Task details:
For each line of the listing that includes the word "老沪闵路", show the whole line.
*** Opening Provided information ***
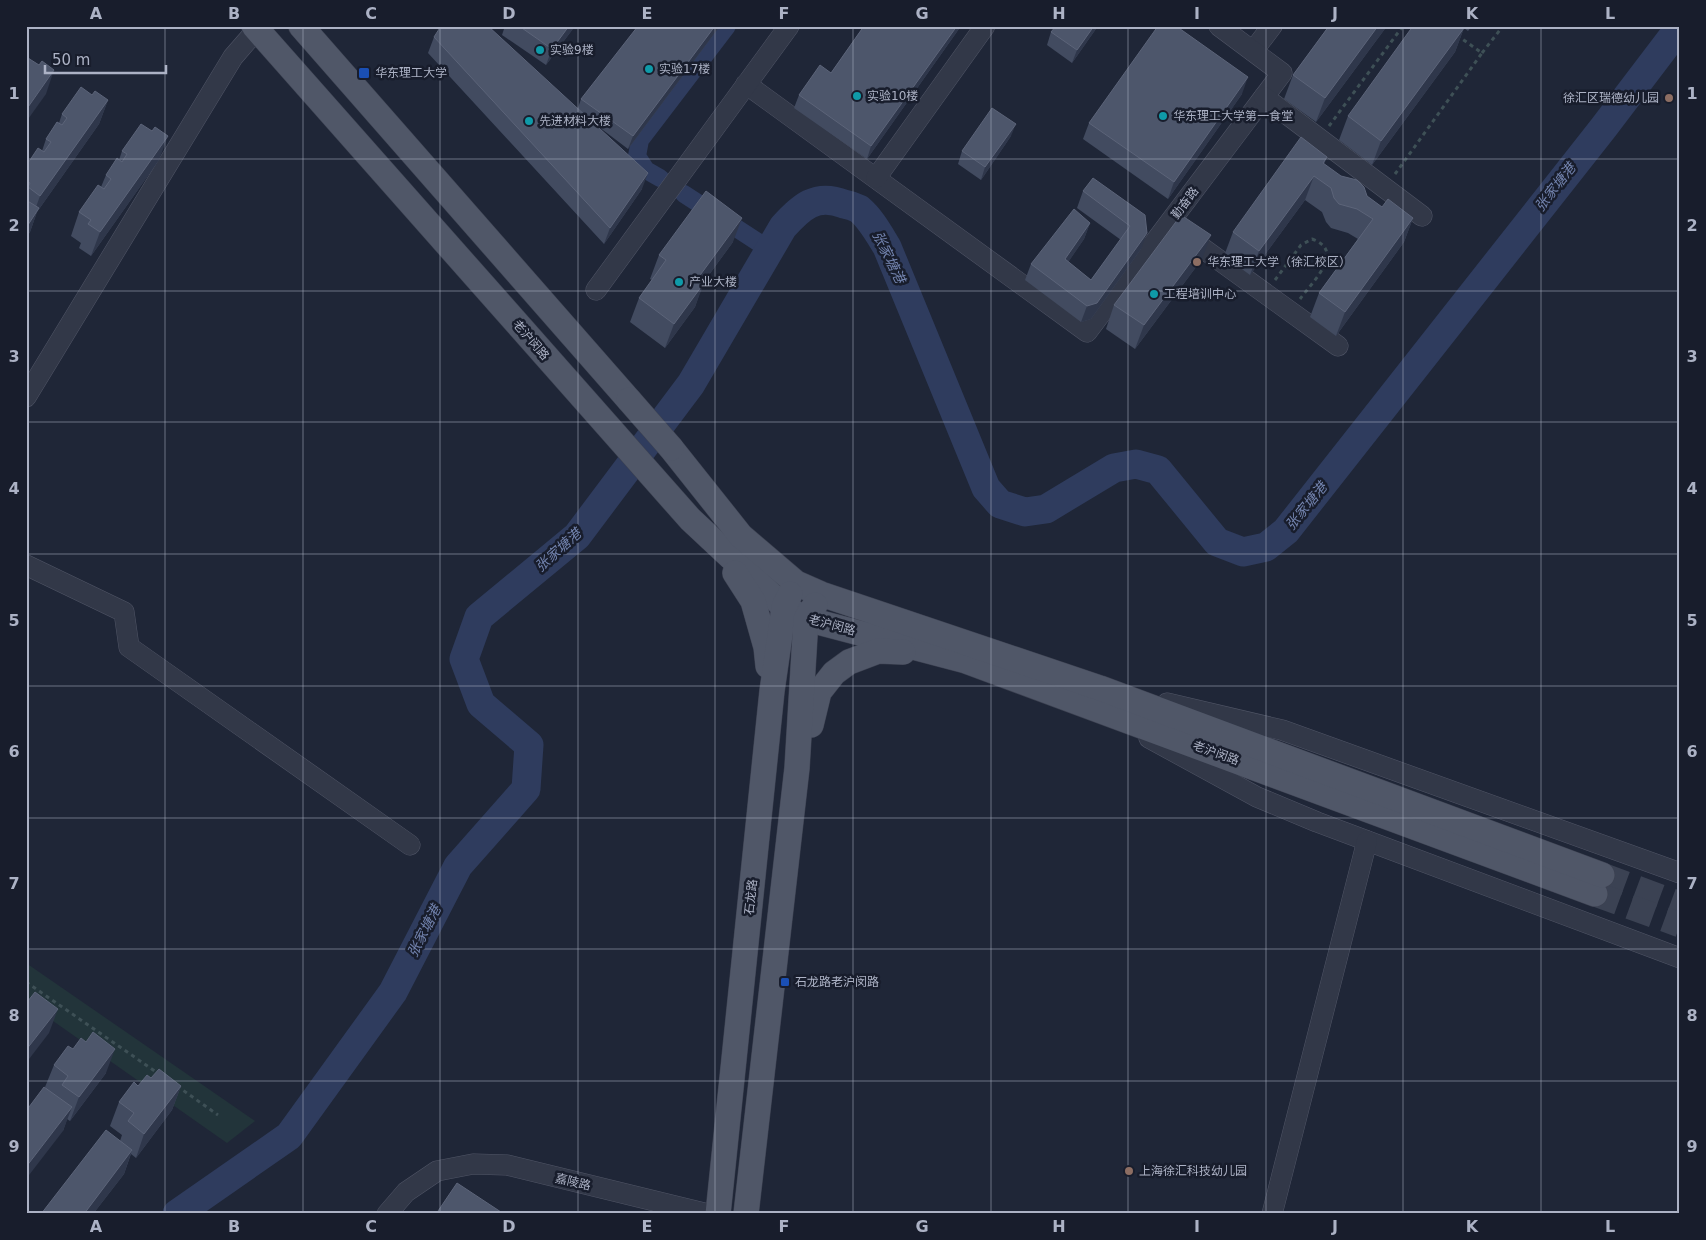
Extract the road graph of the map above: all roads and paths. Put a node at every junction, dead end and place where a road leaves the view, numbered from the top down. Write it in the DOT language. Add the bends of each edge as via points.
graph roads {
  1 [pos="301,26"];
  2 [pos="789,26"];
  3 [pos="985,26"];
  4 [pos="1219,26"];
  5 [pos="1272,26"];
  6 [pos="1403,26"];
  7 [pos="1503,26"];
  8 [pos="257,27"];
  9 [pos="1453,32"];
  10 [pos="1253,51"];
  11 [pos="1482,53"];
  12 [pos="746,84"];
  13 [pos="1264,97"];
  14 [pos="1319,139"];
  15 [pos="876,178"];
  16 [pos="1385,188"];
  17 [pos="1422,216"];
  18 [pos="1169,224"];
  19 [pos="596,290"];
  20 [pos="1266,294"];
  21 [pos="1291,311"];
  22 [pos="1338,346"];
  23 [pos="26,397"];
  24 [pos="724,550"];
  25 [pos="26,565"];
  26 [pos="796,583"];
  27 [pos="821,594"];
  28 [pos="784,607"];
  29 [pos="806,619"];
  30 [pos="966,661"];
  31 [pos="772,691"];
  32 [pos="1096,698"];
  33 [pos="797,768"];
  34 [pos="1367,841"];
  35 [pos="410,845"];
  36 [pos="1680,873"];
  37 [pos="1598,884"];
  38 [pos="1680,958"];
  39 [pos="26,982"];
  40 [pos="162,1076"];
  41 [pos="170,1081"];
  42 [pos="218,1114"];
  43 [pos="387,1214"];
  44 [pos="708,1214"];
  45 [pos="718,1214"];
  46 [pos="746,1214"];
  47 [pos="1272,1214"];
  1 -- 26 [label="main road, 老沪闵路, bridge" via="629,400 741,536"];
  2 -- 12 [label="street"];
  3 -- 15 [label="street"];
  4 -- 10 [label="street"];
  5 -- 10 [label="street"];
  6 -- 14 [label="path"];
  7 -- 11 [label="path"];
  8 -- 23 [label="street" via="233,57"];
  8 -- 24 [label="main road, 老沪闵路" via="650,475"];
  9 -- 11 [label="path"];
  10 -- 13 [label="street, 勤奋路" via="1282,74"];
  11 -- 16 [label="path"];
  12 -- 15 [label="street"];
  12 -- 19 [label="street"];
  13 -- 14 [label="street"];
  13 -- 18 [label="street, 勤奋路"];
  14 -- 16 [label="street"];
  15 -- 18 [label="street, 勤奋路" via="1087,332"];
  16 -- 17 [label="street"];
  18 -- 20 [label="street"];
  20 -- 21 [label="street"];
  20 -- 21 [label="path" via="1301,245 1312,239 1320,242 1327,249 1326,264"];
  21 -- 22 [label="street"];
  24 -- 28 [label="main road, 老沪闵路"];
  24 -- 31 [label="main road" via="753,601 766,647"];
  25 -- 35 [label="street" via="124,612 129,647"];
  26 -- 27 [label="main road, 老沪闵路"];
  26 -- 28 [label="main road, 石龙路"];
  27 -- 29 [label="main road"];
  27 -- 32 [label="main road, 老沪闵路"];
  28 -- 29 [label="main road, 老沪闵路"];
  28 -- 31 [label="main road, 石龙路"];
  29 -- 30 [label="main road, 老沪闵路"];
  29 -- 33 [label="main road"];
  30 -- 32 [label="main road, 老沪闵路"];
  30 -- 33 [label="main road" via="878,651 849,662 834,672 819,692"];
  31 -- 45 [label="main road, 石龙路"];
  32 -- 34 [label="street" via="1257,797"];
  32 -- 36 [label="street" via="1282,730"];
  32 -- 37 [label="main road, 老沪闵路"];
  33 -- 46 [label="main road"];
  34 -- 38 [label="street"];
  34 -- 47 [label="street"];
  39 -- 40 [label="path"];
  41 -- 42 [label="path"];
  43 -- 44 [label="street, 嘉陵路" via="406,1192 437,1171 473,1164 507,1165"];
}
*** Closing Provided information ***
Solution for this problem:
  1 -- 26 [label="main road, 老沪闵路, bridge" via="629,400 741,536"];
  8 -- 24 [label="main road, 老沪闵路" via="650,475"];
  24 -- 28 [label="main road, 老沪闵路"];
  26 -- 27 [label="main road, 老沪闵路"];
  27 -- 32 [label="main road, 老沪闵路"];
  28 -- 29 [label="main road, 老沪闵路"];
  29 -- 30 [label="main road, 老沪闵路"];
  30 -- 32 [label="main road, 老沪闵路"];
  32 -- 37 [label="main road, 老沪闵路"];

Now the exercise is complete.